Count every line below that contains "Capri", then give that count and nothing else.

*** Opening Entries provided ***

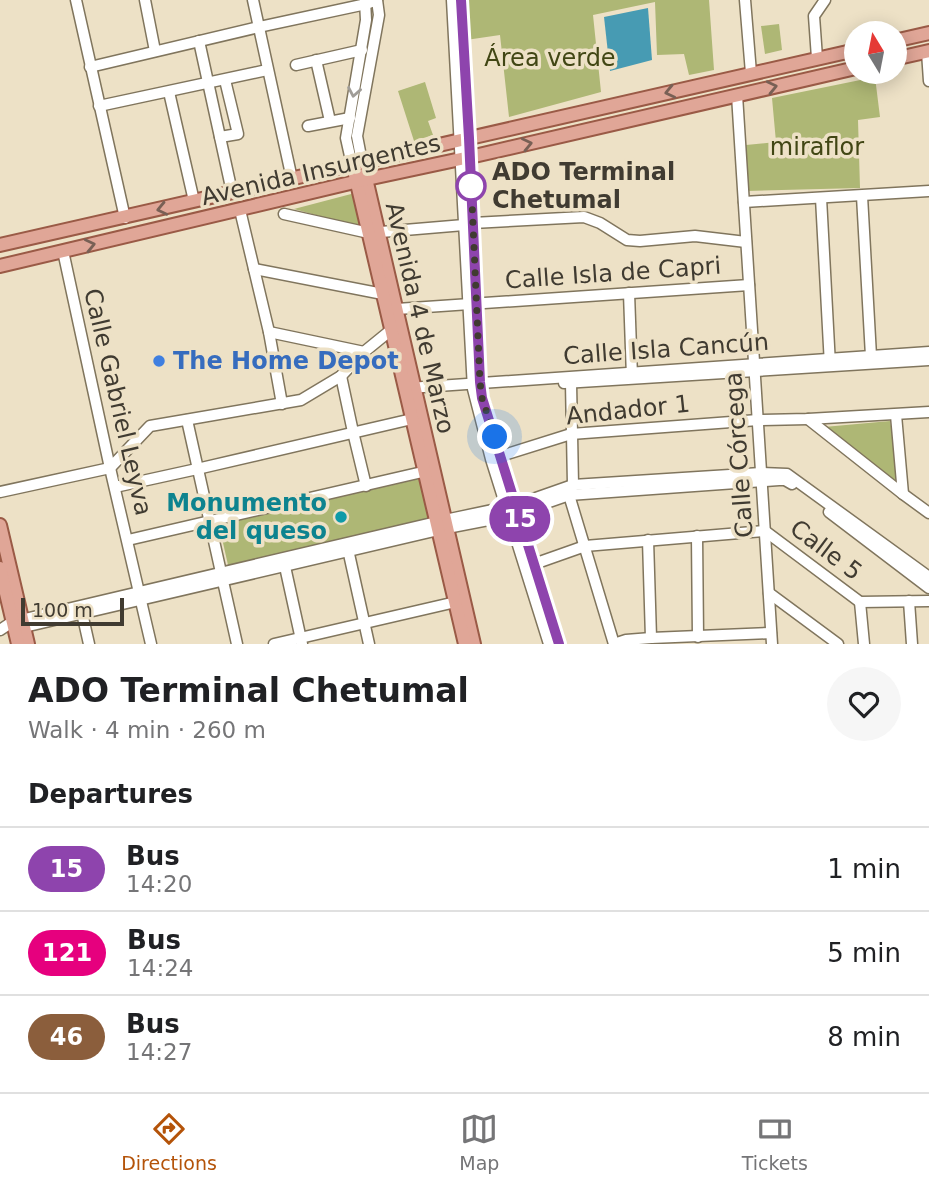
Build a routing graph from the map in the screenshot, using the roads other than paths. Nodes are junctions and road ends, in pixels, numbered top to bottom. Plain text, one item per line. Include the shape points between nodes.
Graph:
1 (76, 0) edge
2 (145, 0) edge
3 (253, 0) edge
4 (377, 0) edge
5 (452, 0) edge
6 (461, 0) edge
7 (745, 0) edge
8 (825, 0) edge
9 (365, 2) edge
10 (259, 27) junction
11 (929, 33) edge
12 (907, 38) edge
13 (199, 41) junction
14 (362, 50) junction
15 (155, 51) junction
16 (844, 52) edge
17 (928, 52) edge
18 (907, 56) edge
19 (817, 58) junction
20 (316, 60) junction
21 (296, 65) dead end
22 (90, 67) junction
23 (267, 70) junction
24 (844, 71) edge
25 (751, 73) junction
26 (225, 80) junction
27 (929, 81) edge
28 (208, 84) junction
29 (169, 92) junction
30 (737, 95) junction
31 (99, 106) junction
32 (350, 118) junction
33 (330, 121) junction
34 (308, 126) dead end
35 (220, 137) junction
36 (465, 139) junction
37 (466, 158) junction
38 (357, 163) junction
39 (292, 179) junction
40 (362, 181) junction
41 (248, 189) junction
42 (929, 191) edge
43 (232, 192) junction
44 (862, 196) junction
45 (821, 198) junction
46 (194, 201) junction
47 (744, 202) junction
48 (246, 209) junction
49 (284, 214) dead end
50 (125, 218) junction
51 (469, 224) junction
52 (374, 232) junction
53 (746, 242) junction
54 (0, 245) edge
55 (63, 251) junction
56 (0, 266) edge
57 (254, 269) junction
58 (749, 285) junction
59 (629, 293) junction
60 (388, 295) junction
61 (472, 304) junction
62 (397, 309) junction
63 (396, 329) junction
64 (270, 332) junction
65 (365, 352) junction
66 (929, 352) edge
67 (871, 356) junction
68 (929, 360) edge
69 (830, 362) junction
70 (755, 367) junction
71 (632, 375) junction
72 (341, 376) junction
73 (571, 383) junction
74 (477, 386) junction
75 (410, 391) junction
76 (282, 404) junction
77 (929, 412) edge
78 (896, 415) junction
79 (412, 419) junction
80 (808, 419) junction
81 (187, 420) junction
82 (758, 420) junction
83 (353, 432) junction
84 (571, 434) junction
85 (501, 456) junction
86 (110, 468) junction
87 (197, 470) junction
88 (429, 471) junction
89 (762, 477) junction
90 (366, 486) junction
91 (115, 487) junction
92 (571, 490) junction
93 (0, 492) edge
94 (903, 494) junction
95 (512, 510) junction
96 (929, 513) edge
97 (210, 521) junction
98 (0, 525) edge
99 (442, 525) junction
100 (765, 531) junction
101 (697, 536) junction
102 (128, 540) junction
103 (648, 540) junction
104 (585, 546) junction
105 (348, 547) junction
106 (284, 562) junction
107 (534, 564) junction
108 (0, 568) edge
109 (223, 576) junction
110 (929, 577) edge
111 (2, 585) edge
112 (929, 588) edge
113 (769, 593) junction
114 (140, 596) junction
115 (459, 601) junction
116 (909, 601) junction
117 (929, 601) edge
118 (860, 602) junction
119 (82, 613) junction
120 (364, 623) junction
121 (13, 626) edge
122 (698, 637) junction
123 (651, 638) junction
124 (771, 638) edge
125 (301, 641) edge
126 (18, 644) edge
127 (28, 644) edge
128 (89, 644) edge
129 (151, 644) edge
130 (237, 644) edge
131 (274, 644) edge
132 (369, 644) edge
133 (465, 644) edge
134 (474, 644) edge
135 (555, 644) edge
136 (614, 644) edge
137 (838, 644) edge
138 (864, 644) edge
139 (912, 644) edge

1 - 22 street
2 - 15 street
3 - 10 street
4 - 9 street
4 - 38 street, Avenida 4 de Marzo via 379,15 357,136
5 - 36 street
6 - 36 street
7 - 25 street
8 - 19 street via 814,16
9 - 10 street
9 - 14 street, Avenida 4 de Marzo
10 - 13 street
10 - 23 street
11 - 12 main road
13 - 15 street
13 - 28 street
14 - 20 street
14 -> 32 street, Avenida 4 de Marzo
15 - 22 street
16 - 19 main road, Avenida Insurgentes
17 - 18 main road
17 - 27 street
19 - 25 main road, Avenida Insurgentes
20 - 21 street
20 - 33 street
22 - 31 street
23 - 26 street
23 - 39 street
30 -> 24 main road, Avenida Insurgentes
25 -> 36 main road, Avenida Insurgentes
26 - 28 street
26 - 35 street via 238,134
28 - 29 street
28 - 35 street
29 - 31 street
29 - 46 street
37 -> 30 main road, Avenida Insurgentes
30 - 47 street, Calle Córcega
31 - 50 street
32 - 33 street
32 - 38 street, Avenida 4 de Marzo via 346,138
33 - 34 street
35 - 43 street
36 - 37 street
36 - 38 main road, Avenida Insurgentes
37 - 40 main road, Avenida Insurgentes
37 - 51 street
38 - 39 main road, Avenida Insurgentes
38 - 40 main road, Avenida 4 de Marzo
39 - 41 main road, Avenida Insurgentes
40 - 48 main road, Avenida Insurgentes
40 - 52 main road, Avenida 4 de Marzo
41 - 43 main road, Avenida Insurgentes
41 - 48 main road
42 - 44 street
43 - 46 main road, Avenida Insurgentes
44 - 45 street
44 - 67 street
45 - 47 street
45 - 69 street
46 -> 50 main road, Avenida Insurgentes
47 - 53 street, Calle Córcega
55 -> 48 main road, Avenida Insurgentes
48 - 57 street
49 - 52 street
50 - 54 main road, Avenida Insurgentes
51 - 52 street
51 - 53 street via 584,217 627,240 695,236
51 - 61 street
52 - 60 main road, Avenida 4 de Marzo
53 - 58 street, Calle Córcega
55 - 56 main road, Avenida Insurgentes
55 - 86 street, Calle Gabriel Leyva
57 - 60 street
57 - 64 street
58 - 59 street, Calle Isla de Capri
58 - 70 street, Calle Córcega
59 - 61 street, Calle Isla de Capri
59 - 71 street
60 - 62 main road, Avenida 4 de Marzo
60 - 63 main road, Avenida 4 de Marzo
61 - 62 street, Calle Isla de Capri
61 - 74 street
62 - 63 main road, Avenida 4 de Marzo
63 - 65 street
63 - 75 main road, Avenida 4 de Marzo
64 - 65 street
64 - 76 street
65 - 72 street
66 - 67 street, Calle Isla Cancún
67 - 69 street, Calle Isla Cancún
68 - 69 street, Calle Isla Cancún
69 - 70 street, Calle Isla Cancún
70 - 71 street, Calle Isla Cancún
70 - 82 street, Calle Córcega
71 - 73 street, Calle Isla Cancún
71 - 74 street, Calle Isla Cancún
72 - 76 street via 302,400
72 - 83 street
73 - 74 street, Calle Isla Cancún
73 - 84 street
74 - 75 street, Calle Isla Cancún
74 - 85 street
74 - 95 street via 488,447
75 - 79 main road, Avenida 4 de Marzo
75 - 88 main road, Avenida 4 de Marzo
76 - 81 street
77 - 78 street, Andador 1
78 - 80 street, Andador 1
78 - 94 street
79 - 83 street
79 - 88 main road, Avenida 4 de Marzo
80 - 82 street, Andador 1
80 - 94 street
81 - 86 street via 150,426
81 - 87 street
82 - 84 street, Andador 1
82 - 89 street, Calle Córcega
83 - 87 street
83 - 90 street
84 - 85 street, Andador 1
84 - 92 street
85 - 95 street
86 - 91 street, Calle Gabriel Leyva
86 - 93 street
87 - 91 street
87 - 97 street
88 - 90 street
88 - 99 main road, Avenida 4 de Marzo
89 - 92 street
89 - 100 street, Calle Córcega
89 - 110 street via 787,474
89 - 112 street via 785,480
90 - 97 street
91 - 102 street, Calle Gabriel Leyva
92 - 95 street
92 - 104 street
94 - 96 street
95 - 99 street
95 - 107 street
95 - 135 street
97 - 102 street
97 - 109 street
98 - 121 main road
99 - 105 street
99 - 115 main road, Avenida 4 de Marzo
100 - 101 street, Calle 5
100 - 113 street, Calle Córcega
100 - 118 street, Calle 5
101 - 103 street, Calle 5
101 - 122 street
102 - 114 street, Calle Gabriel Leyva
103 - 104 street, Calle 5
103 - 123 street
104 - 107 street, Calle 5
104 - 136 street
105 - 106 street
105 - 120 street
106 - 109 street
106 - 125 street
107 - 135 street
108 - 111 main road
109 - 114 street
109 - 130 street
111 - 121 main road
113 - 124 street, Calle Córcega
113 - 137 street
114 - 119 street
114 - 121 street
114 - 129 street, Calle Gabriel Leyva
115 - 120 street
115 - 133 main road, Avenida 4 de Marzo
115 - 134 main road, Avenida 4 de Marzo
116 - 117 street, Calle 5
116 - 118 street, Calle 5
116 - 139 street
118 - 138 street
119 - 121 street
119 - 128 street
120 - 125 street
120 - 132 street
121 - 126 main road
121 - 127 main road
122 - 123 street
122 - 124 street
123 - 136 street
125 - 131 street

*** Closing Entries provided ***

:: Written answer ::
3